*About this task*
The finished copy should match every record exactly and contain no pictures.

*** Opening Provided data ***

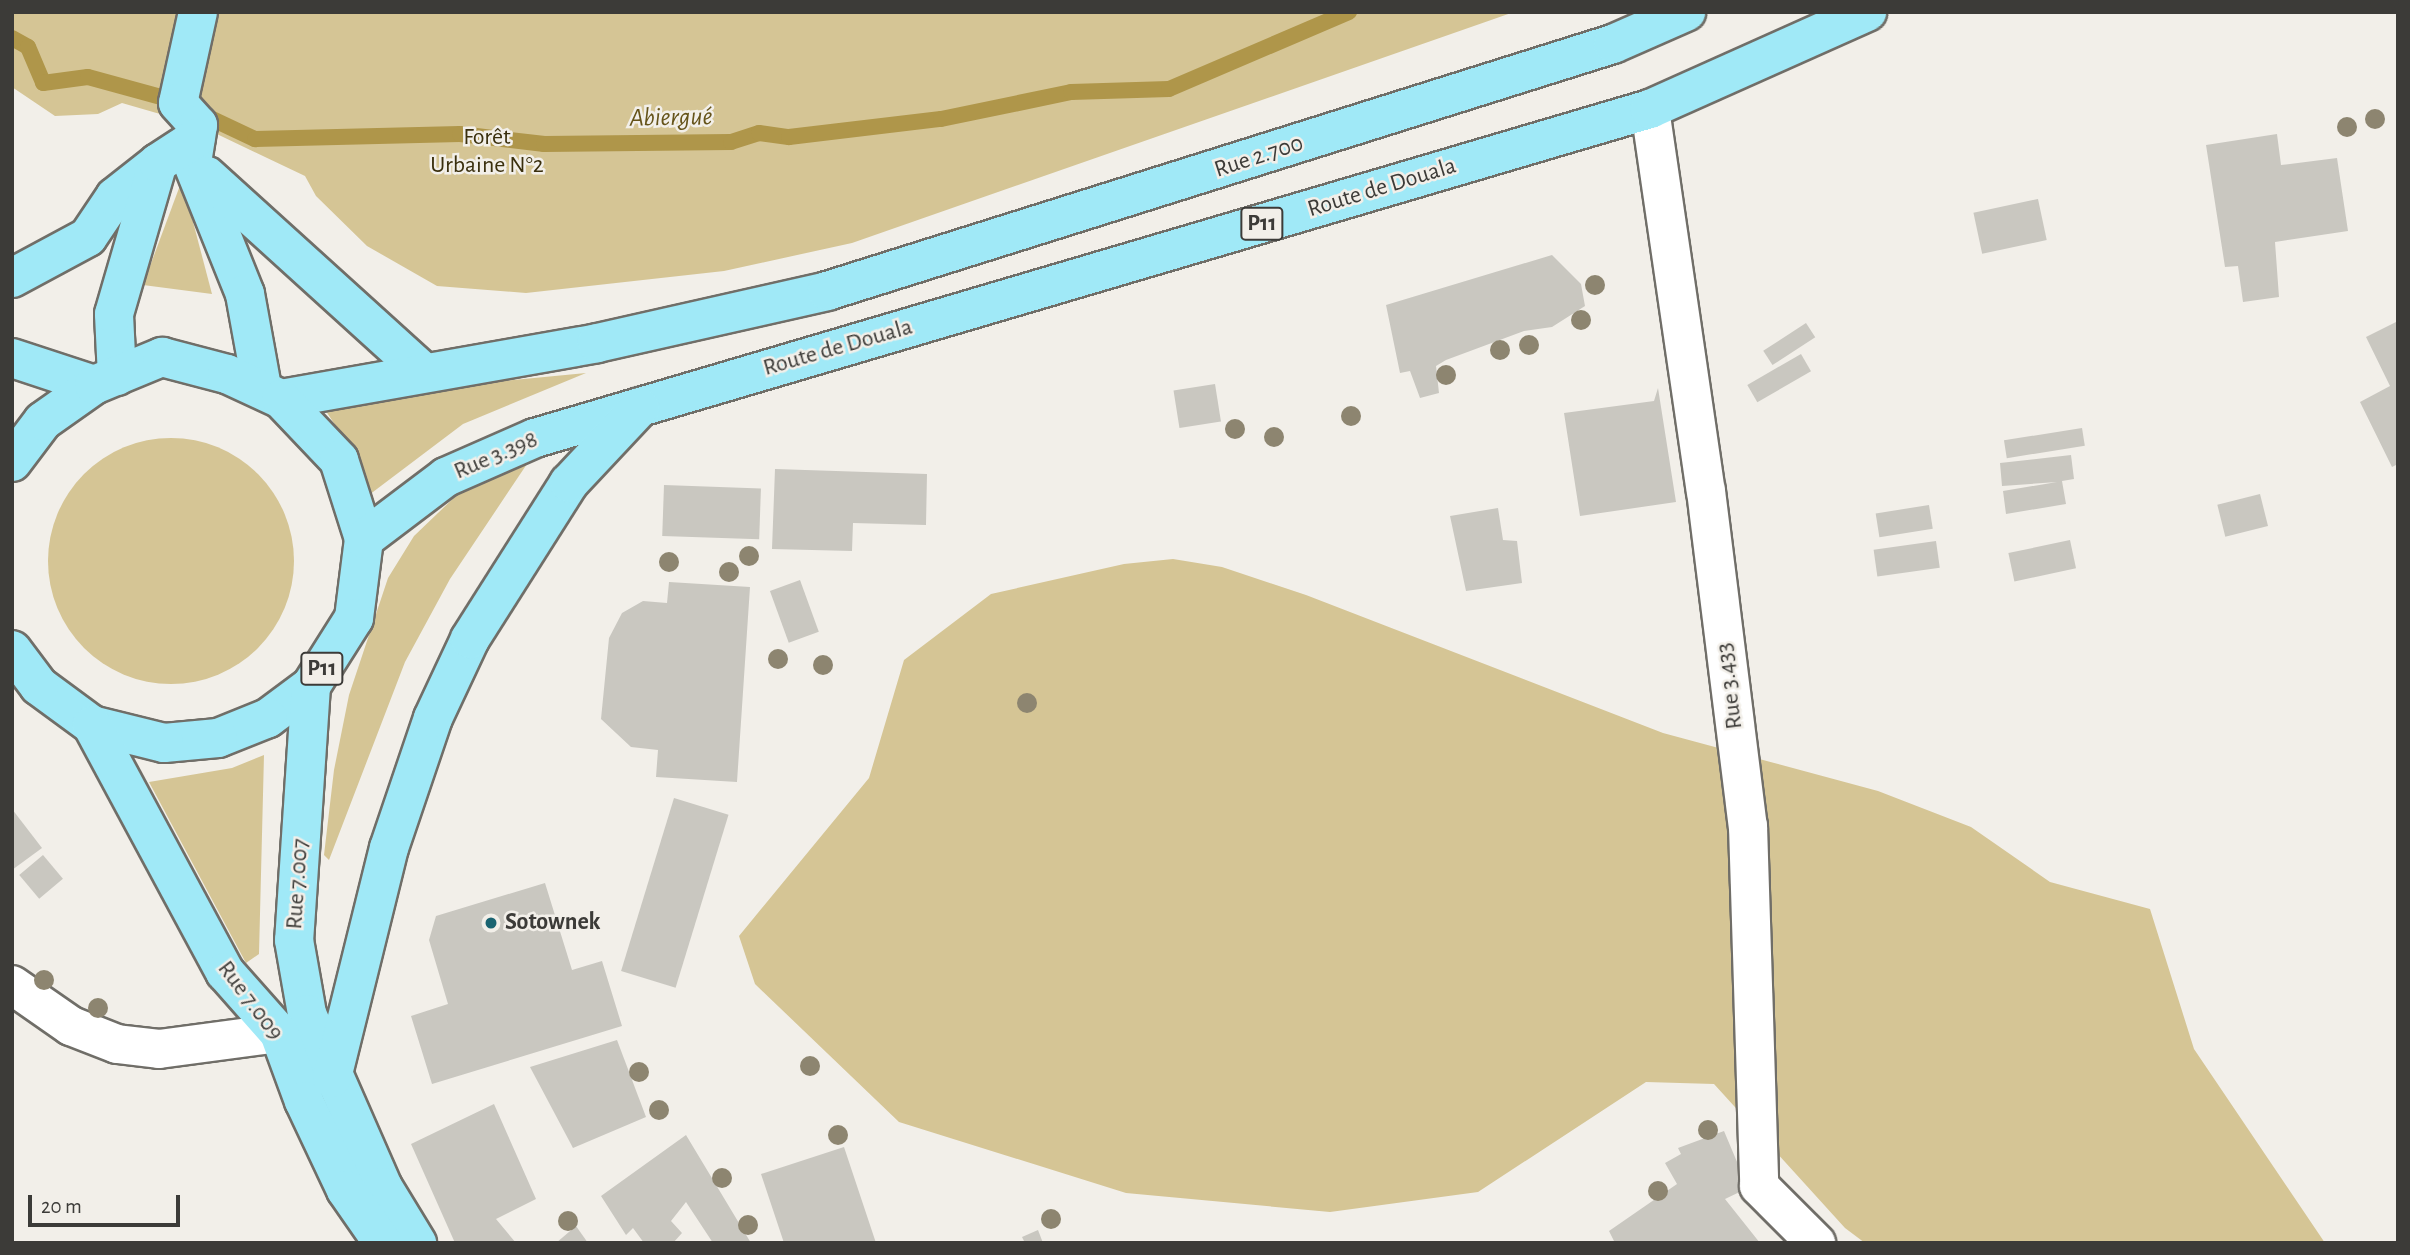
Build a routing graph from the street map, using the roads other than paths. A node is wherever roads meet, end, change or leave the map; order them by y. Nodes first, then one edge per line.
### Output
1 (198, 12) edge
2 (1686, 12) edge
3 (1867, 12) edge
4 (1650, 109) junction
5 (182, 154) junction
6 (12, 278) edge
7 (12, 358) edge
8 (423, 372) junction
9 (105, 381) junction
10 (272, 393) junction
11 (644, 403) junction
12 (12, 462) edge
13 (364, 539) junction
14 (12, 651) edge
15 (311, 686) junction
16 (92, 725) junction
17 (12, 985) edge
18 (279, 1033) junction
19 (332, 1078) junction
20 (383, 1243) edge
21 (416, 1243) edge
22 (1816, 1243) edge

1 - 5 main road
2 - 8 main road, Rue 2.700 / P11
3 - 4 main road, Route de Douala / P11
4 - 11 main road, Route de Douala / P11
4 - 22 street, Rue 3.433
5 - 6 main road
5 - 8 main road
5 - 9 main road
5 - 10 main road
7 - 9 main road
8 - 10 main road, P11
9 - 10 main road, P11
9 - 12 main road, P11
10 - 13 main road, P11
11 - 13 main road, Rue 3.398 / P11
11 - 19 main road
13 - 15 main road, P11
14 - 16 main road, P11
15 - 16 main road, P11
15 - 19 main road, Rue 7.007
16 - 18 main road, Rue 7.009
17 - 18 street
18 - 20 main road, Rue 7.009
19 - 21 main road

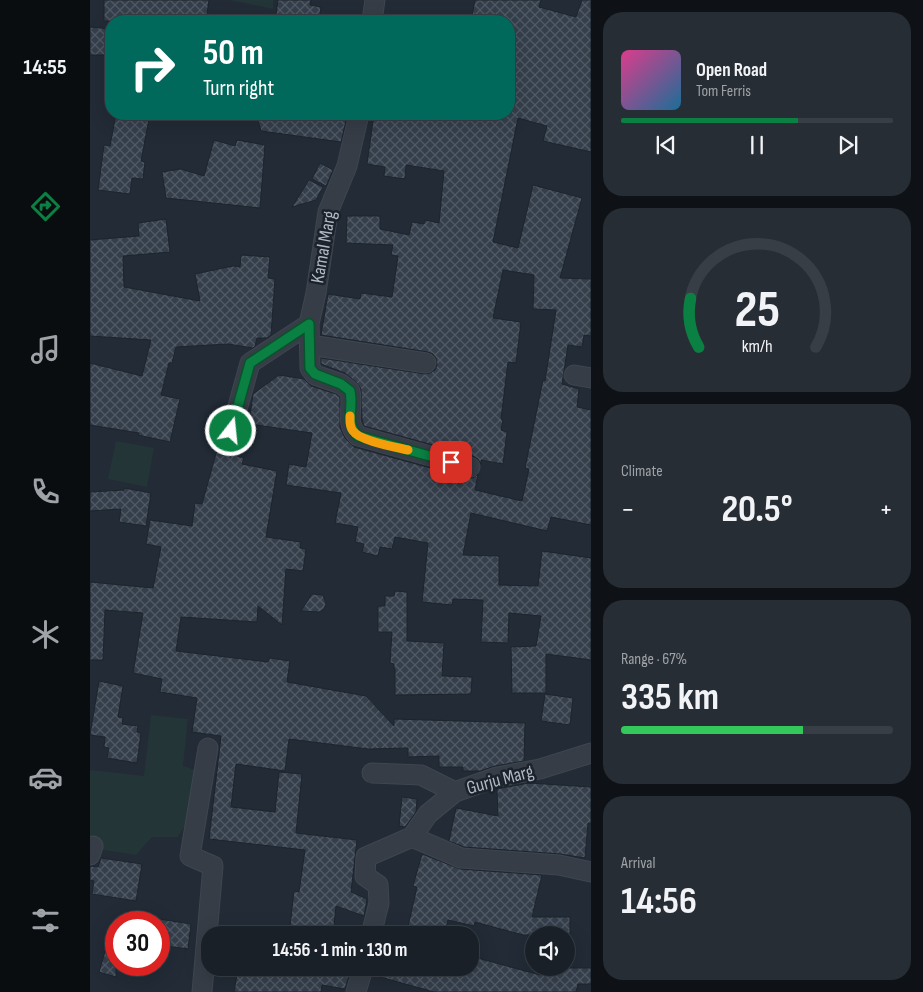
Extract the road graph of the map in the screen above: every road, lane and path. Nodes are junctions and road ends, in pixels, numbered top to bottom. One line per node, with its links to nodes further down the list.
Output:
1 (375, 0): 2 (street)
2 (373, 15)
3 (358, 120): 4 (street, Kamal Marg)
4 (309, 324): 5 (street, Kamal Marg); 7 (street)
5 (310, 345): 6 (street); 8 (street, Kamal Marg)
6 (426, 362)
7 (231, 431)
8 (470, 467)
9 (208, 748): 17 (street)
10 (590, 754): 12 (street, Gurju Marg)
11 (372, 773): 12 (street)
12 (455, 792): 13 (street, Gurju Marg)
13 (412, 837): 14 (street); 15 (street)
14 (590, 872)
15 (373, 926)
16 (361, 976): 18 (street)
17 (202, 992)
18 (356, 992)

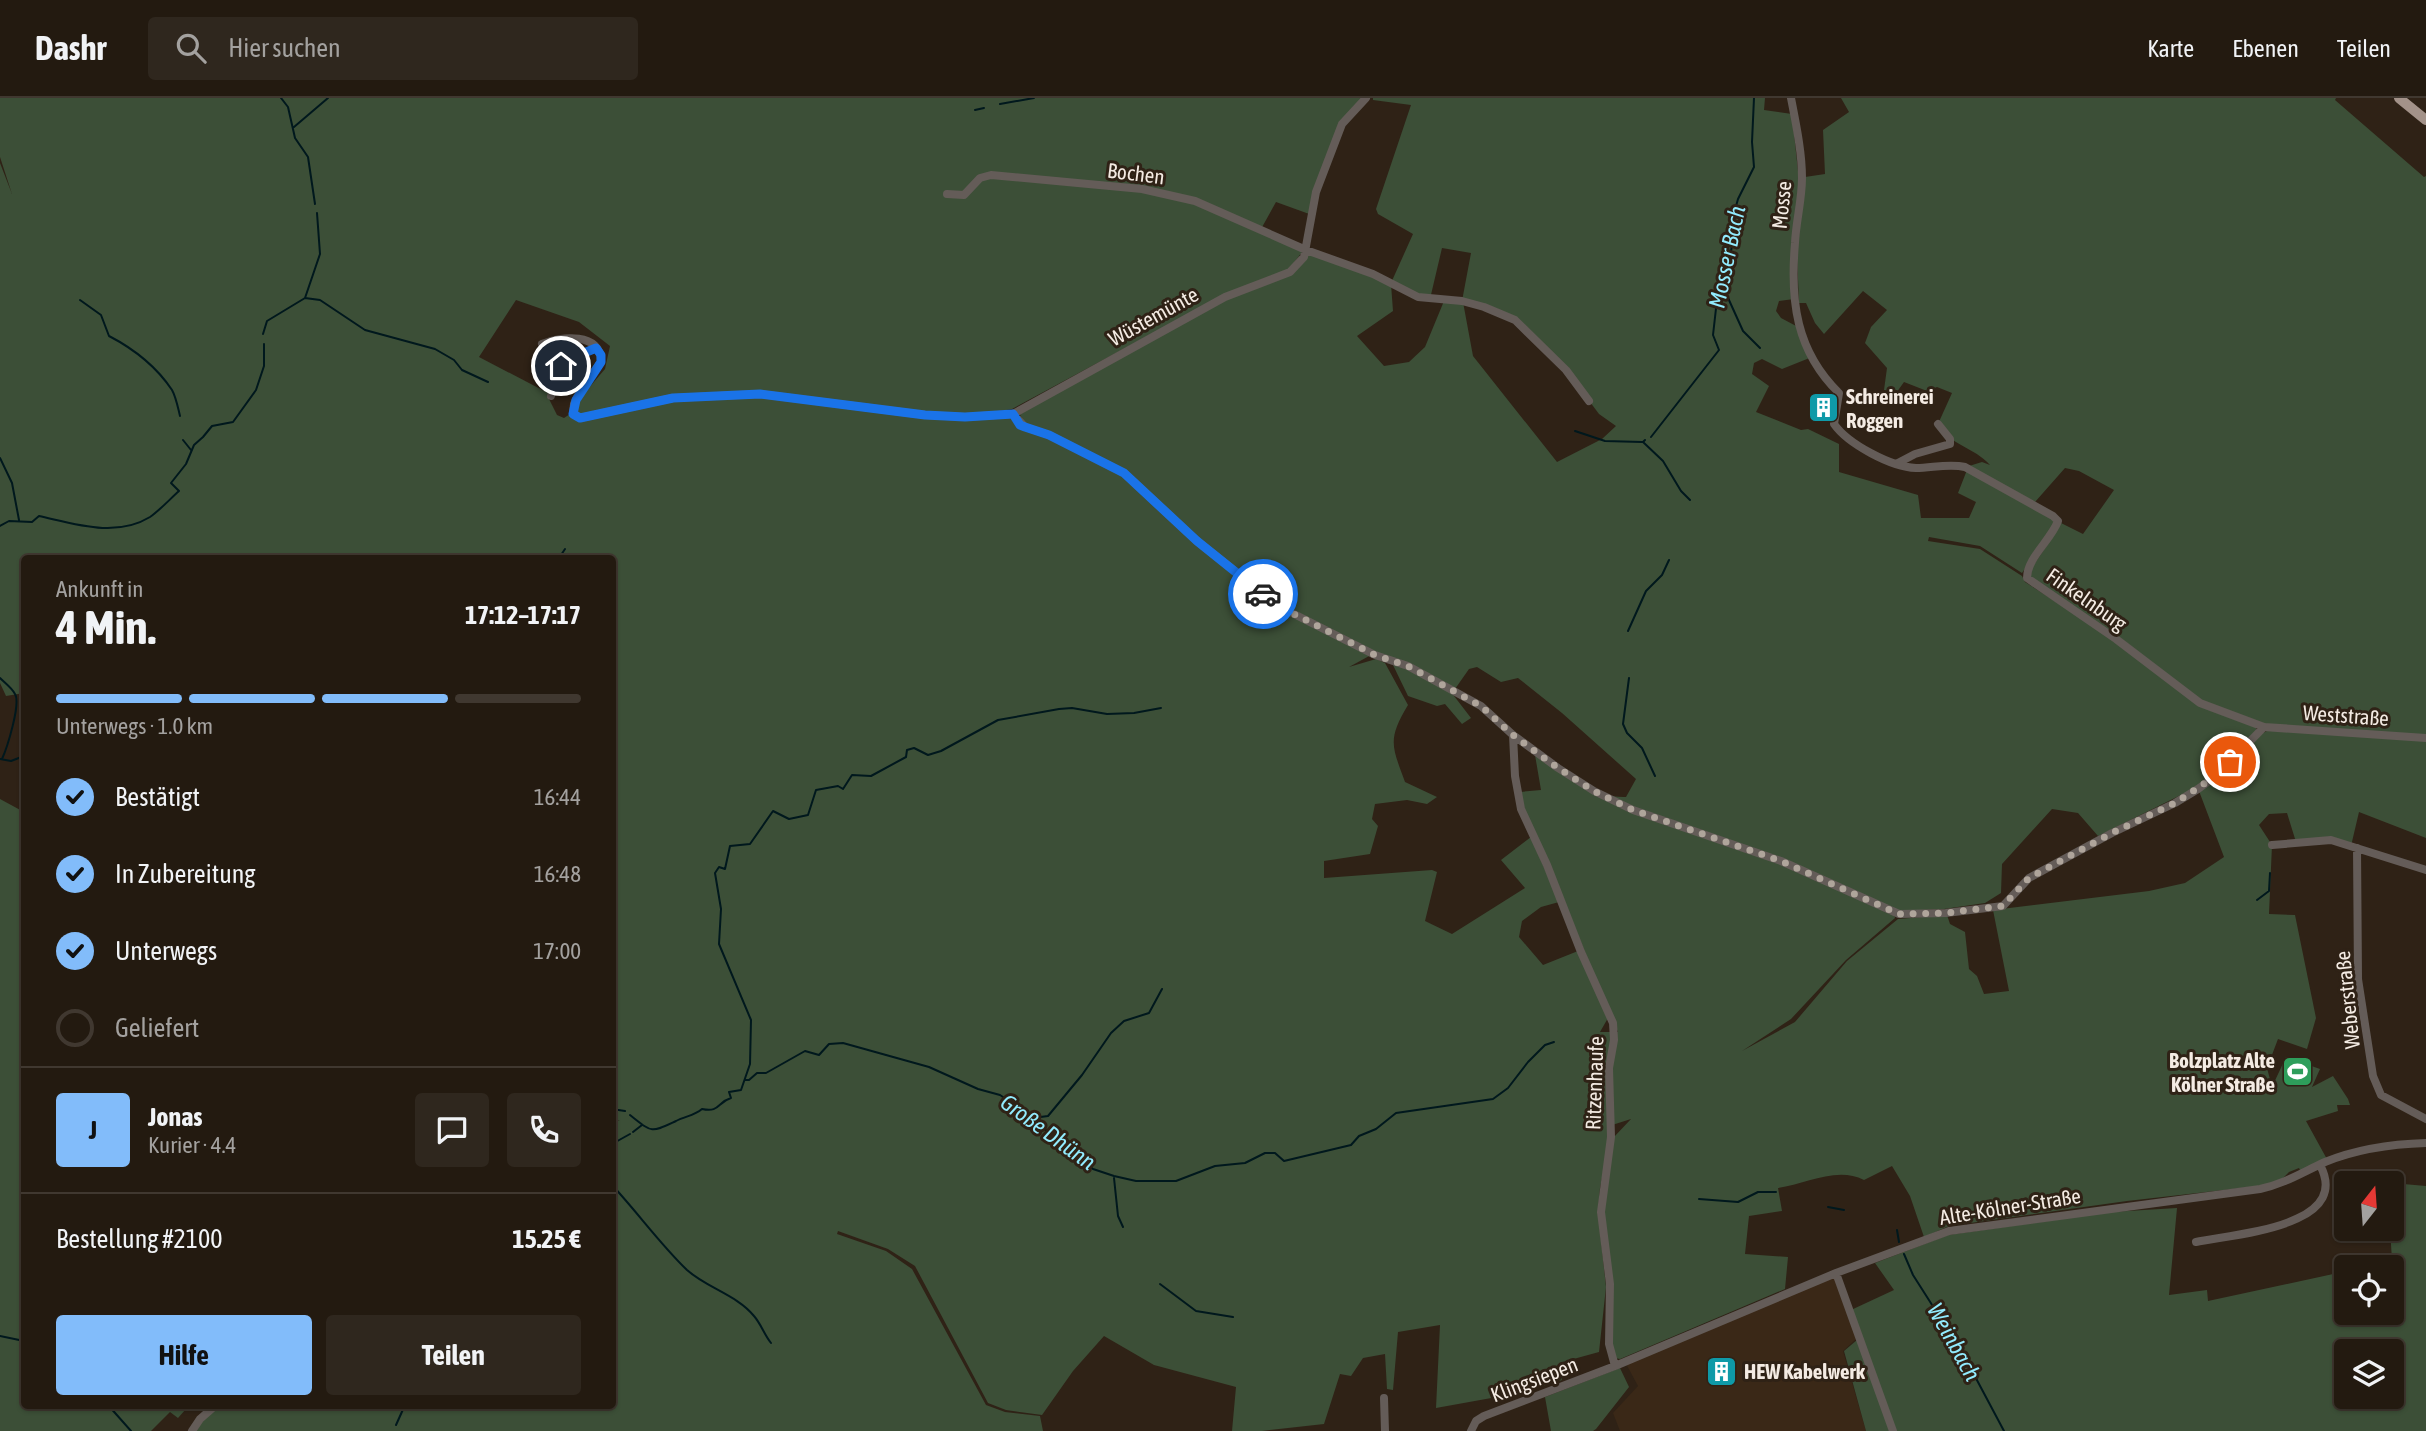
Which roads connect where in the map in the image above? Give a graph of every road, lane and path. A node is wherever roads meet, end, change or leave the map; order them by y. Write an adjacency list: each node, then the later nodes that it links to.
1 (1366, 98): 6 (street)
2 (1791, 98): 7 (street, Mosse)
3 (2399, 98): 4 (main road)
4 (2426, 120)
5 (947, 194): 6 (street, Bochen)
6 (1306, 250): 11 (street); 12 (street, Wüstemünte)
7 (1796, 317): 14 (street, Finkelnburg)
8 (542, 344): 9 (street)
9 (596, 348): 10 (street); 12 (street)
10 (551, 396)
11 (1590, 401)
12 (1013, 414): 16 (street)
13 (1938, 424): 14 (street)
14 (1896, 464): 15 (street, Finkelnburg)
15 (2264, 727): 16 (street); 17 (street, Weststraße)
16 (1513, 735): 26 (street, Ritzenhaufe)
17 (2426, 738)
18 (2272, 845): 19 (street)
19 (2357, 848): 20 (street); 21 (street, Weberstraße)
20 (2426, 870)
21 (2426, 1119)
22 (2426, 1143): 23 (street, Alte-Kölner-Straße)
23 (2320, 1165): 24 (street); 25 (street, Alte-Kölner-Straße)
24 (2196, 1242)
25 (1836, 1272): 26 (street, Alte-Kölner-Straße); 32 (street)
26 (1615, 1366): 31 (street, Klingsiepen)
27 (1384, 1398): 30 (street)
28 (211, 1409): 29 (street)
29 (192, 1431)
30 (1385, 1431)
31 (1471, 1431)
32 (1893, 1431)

*** Closing Provided data ***

*Completed exercise*
Build a routing graph from the street map, using the roads other than paths. A node is wherever roads meet, end, change or leave the map; order them by y. Nodes first, then one edge per line.
### Output
1 (198, 12) edge
2 (1686, 12) edge
3 (1867, 12) edge
4 (1650, 109) junction
5 (182, 154) junction
6 (12, 278) edge
7 (12, 358) edge
8 (423, 372) junction
9 (105, 381) junction
10 (272, 393) junction
11 (644, 403) junction
12 (12, 462) edge
13 (364, 539) junction
14 (12, 651) edge
15 (311, 686) junction
16 (92, 725) junction
17 (12, 985) edge
18 (279, 1033) junction
19 (332, 1078) junction
20 (383, 1243) edge
21 (416, 1243) edge
22 (1816, 1243) edge

1 - 5 main road
2 - 8 main road, Rue 2.700 / P11
3 - 4 main road, Route de Douala / P11
4 - 11 main road, Route de Douala / P11
4 - 22 street, Rue 3.433
5 - 6 main road
5 - 8 main road
5 - 9 main road
5 - 10 main road
7 - 9 main road
8 - 10 main road, P11
9 - 10 main road, P11
9 - 12 main road, P11
10 - 13 main road, P11
11 - 13 main road, Rue 3.398 / P11
11 - 19 main road
13 - 15 main road, P11
14 - 16 main road, P11
15 - 16 main road, P11
15 - 19 main road, Rue 7.007
16 - 18 main road, Rue 7.009
17 - 18 street
18 - 20 main road, Rue 7.009
19 - 21 main road

Extract the road graph of the map in the screen above: every road, lane and path. Nodes are junctions and road ends, in pixels, numbered top to bottom. One line per node, with its links to nodes further down the list.
Output:
1 (375, 0): 2 (street)
2 (373, 15)
3 (358, 120): 4 (street, Kamal Marg)
4 (309, 324): 5 (street, Kamal Marg); 7 (street)
5 (310, 345): 6 (street); 8 (street, Kamal Marg)
6 (426, 362)
7 (231, 431)
8 (470, 467)
9 (208, 748): 17 (street)
10 (590, 754): 12 (street, Gurju Marg)
11 (372, 773): 12 (street)
12 (455, 792): 13 (street, Gurju Marg)
13 (412, 837): 14 (street); 15 (street)
14 (590, 872)
15 (373, 926)
16 (361, 976): 18 (street)
17 (202, 992)
18 (356, 992)

Which roads connect where in the map in the image above? Give a graph of every road, lane and path. A node is wherever roads meet, end, change or leave the map; order them by y. Write an adjacency list: each node, then the later nodes that it links to.
1 (1366, 98): 6 (street)
2 (1791, 98): 7 (street, Mosse)
3 (2399, 98): 4 (main road)
4 (2426, 120)
5 (947, 194): 6 (street, Bochen)
6 (1306, 250): 11 (street); 12 (street, Wüstemünte)
7 (1796, 317): 14 (street, Finkelnburg)
8 (542, 344): 9 (street)
9 (596, 348): 10 (street); 12 (street)
10 (551, 396)
11 (1590, 401)
12 (1013, 414): 16 (street)
13 (1938, 424): 14 (street)
14 (1896, 464): 15 (street, Finkelnburg)
15 (2264, 727): 16 (street); 17 (street, Weststraße)
16 (1513, 735): 26 (street, Ritzenhaufe)
17 (2426, 738)
18 (2272, 845): 19 (street)
19 (2357, 848): 20 (street); 21 (street, Weberstraße)
20 (2426, 870)
21 (2426, 1119)
22 (2426, 1143): 23 (street, Alte-Kölner-Straße)
23 (2320, 1165): 24 (street); 25 (street, Alte-Kölner-Straße)
24 (2196, 1242)
25 (1836, 1272): 26 (street, Alte-Kölner-Straße); 32 (street)
26 (1615, 1366): 31 (street, Klingsiepen)
27 (1384, 1398): 30 (street)
28 (211, 1409): 29 (street)
29 (192, 1431)
30 (1385, 1431)
31 (1471, 1431)
32 (1893, 1431)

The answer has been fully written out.